Key contracts with two universities and a mid-sized enterprise delivered 28% growth in enterprise solutions earnings. This division has significant opportunity for growth, in Macquarie's opinion, with a qualified pipeline of $285m in transaction value for FY16.
The company will raise $30m in equity to fund the acquisition of CodeBlue, an IT company which employs 141 staff and which offers desktop and server support through centralised operations in Auckland. Total consideration is to be paid in three tranches over two years, capped at NZ$15m. Macquarie likes the acquisition, believing it will provide the crucial IT support for a fully managed service. The broker upgrades longer-term assumptions to reflect growth opportunities from new initiatives.
Following the sale of technology solutions to NEC in 2012 the business was prevented from competing in the IT managed services sector for three years. Now this period has ended the company has revealed a strategy to re-enter the market. Near-term revenue opportunities include the leveraging of printing and new technology products across the CodeBlue customer base and offering financing solutions when CodeBlue is providing the hardware.
Business solution revenue grew 10% in FY16 and Macquarie was encouraged by sales to new customers. Finance solutions showed strong growth in receivables, aided by the $10m in lease receivables acquired from Capital Finance Australia in the second half. JP Morgan hails the new offering, which enables small to medium sized enterprises to consolidate up to 15 suppliers into one. This burgeoning one-stop shop for IT and managed services underpins the broker's confidence in an Overweight rating.
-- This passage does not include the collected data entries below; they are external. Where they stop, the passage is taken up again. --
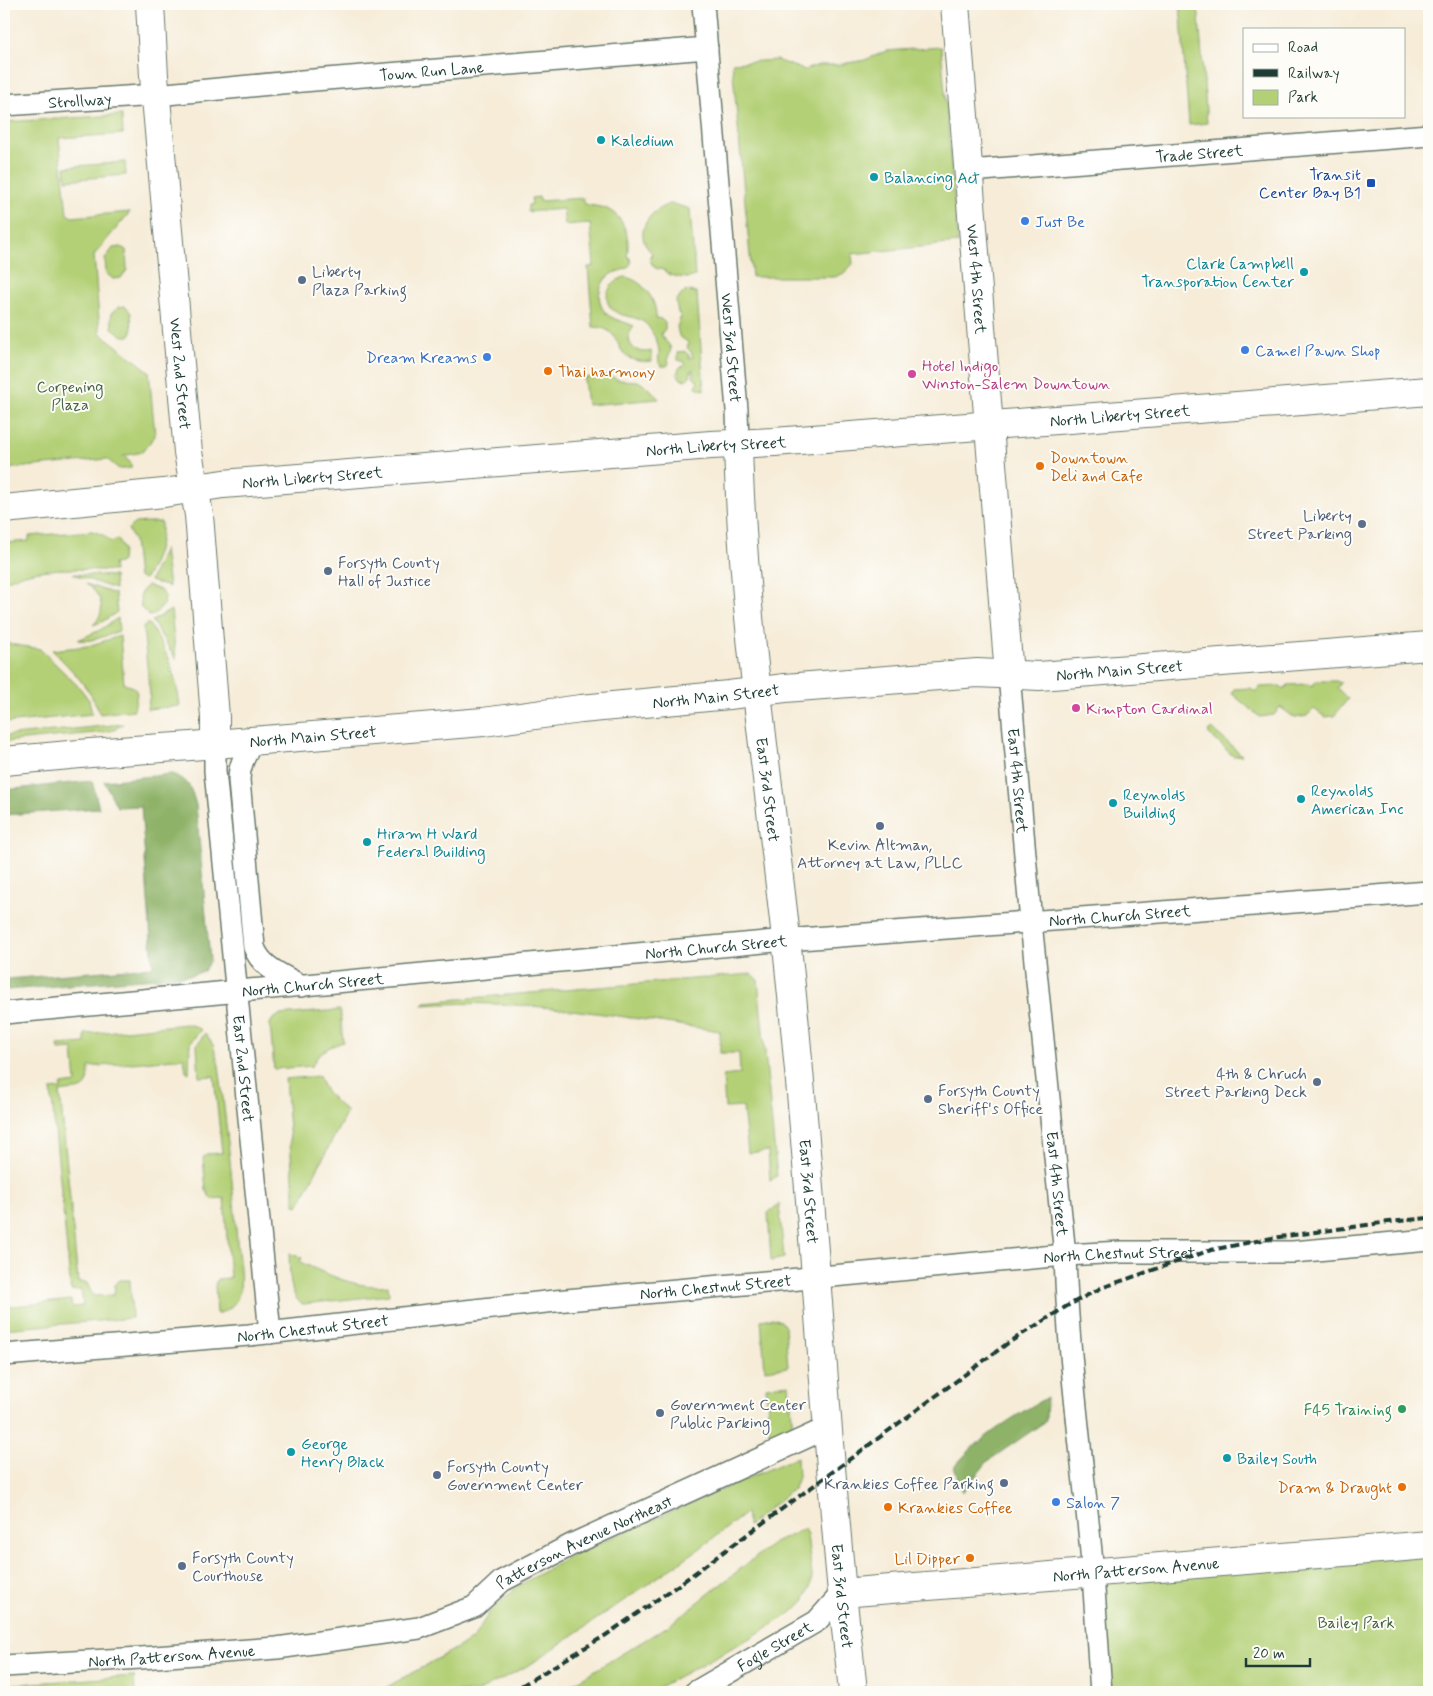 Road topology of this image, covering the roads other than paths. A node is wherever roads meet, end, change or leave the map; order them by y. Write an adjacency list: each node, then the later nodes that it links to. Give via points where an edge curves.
1 (150, 4): 5 (main road, West 2nd Street)
2 (703, 4): 4 (street, West 3rd Street)
3 (955, 4): 8 (main road, West 4th Street)
4 (707, 48): 5 (street, Town Run Lane); 11 (street, West 3rd Street)
5 (156, 95): 6 (street, Strollway); 12 (main road, West 2nd Street, via 188,452)
6 (4, 105)
7 (1429, 135): 8 (street, Trade Street)
8 (970, 170): 10 (main road, West 4th Street)
9 (1429, 391): 10 (main road, North Liberty Street)
10 (988, 425): 11 (main road, North Liberty Street); 15 (main road, West 4th Street)
11 (738, 443): 12 (main road, North Liberty Street); 16 (main road, West 3rd Street, via 741,521)
12 (194, 488): 13 (main road, North Liberty Street); 18 (main road, West 2nd Street, via 199,515)
13 (4, 509)
14 (1429, 646): 15 (main road, North Main Street, via 1039,676)
15 (1009, 675): 16 (main road, North Main Street, via 977,673); 21 (street, East 4th Street)
16 (756, 691): 17 (main road, North Main Street, via 483,722); 22 (main road, East 3rd Street)
17 (253, 741): 18 (main road, North Main Street); 23 (street, via 240,767 238,780 254,948 261,961)
18 (215, 744): 19 (main road, North Main Street); 24 (street, East 2nd Street)
19 (4, 761)
20 (1429, 892): 21 (street, North Church Street)
21 (1032, 922): 22 (street, North Church Street); 27 (street, East 4th Street)
22 (786, 940): 23 (street, North Church Street); 28 (main road, East 3rd Street)
23 (302, 986): 24 (street, North Church Street)
24 (236, 992): 25 (street, North Church Street); 29 (street, East 2nd Street)
25 (4, 1013)
26 (1429, 1240): 27 (street, North Chestnut Street, via 1293,1252)
27 (1065, 1255): 28 (street, North Chestnut Street); 33 (street, East 4th Street, via 1072,1375)
28 (817, 1278): 29 (street, North Chestnut Street, via 555,1301); 31 (main road, East 3rd Street)
29 (270, 1333): 30 (street, North Chestnut Street)
30 (4, 1355)
31 (829, 1427): 34 (main road, East 3rd Street); 35 (street, Patterson Avenue Northeast, via 573,1544 502,1581 474,1607 419,1628)
32 (1429, 1545): 33 (main road, North Patterson Avenue)
33 (1093, 1573): 34 (main road, North Patterson Avenue); 39 (street, East 4th Street)
34 (842, 1593): 37 (street, Fogle Street, via 817,1621); 38 (main road, East 3rd Street)
35 (337, 1639): 36 (street, North Patterson Avenue, via 277,1648)
36 (4, 1666)
37 (698, 1691)
38 (853, 1692)
39 (1101, 1692)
The extra funds raised should provide the company with the flexibility to pursue acquisitions. Management has identified bolt-on acquisitions which can ramp up its full managed service. Macquarie suspects those opportunities will be sought where there are strong customer bases in order to leverage CSG products or where there is extra capability to deliver technology as a service.
FY16 guidance is stronger than Morgan Stanley anticipated. The pathway to accelerated growth in FY16 has been further outlined with three five-year enterprise contract wins for a combined value of $40m. The broker welcomes a continuation of the strategy of offering more product to long-term annuity-based customers.
The defensive earnings growth profile warrants a premium to the market, in Morgan Stanley's opinion. The broker expects to witness a continued change in market perceptions of the stock, as the company adds certainty to its growth outlook and becomes increasingly substantial and therefore relevant to investors.
On the FNArena database there are three Buy ratings. The consensus target is $1.89, suggesting 15.4% upside to the last share price, and compares with $1.63 ahead of the results. The dividend yield on consensus forecasts is 5.5% for both FY16 and FY17.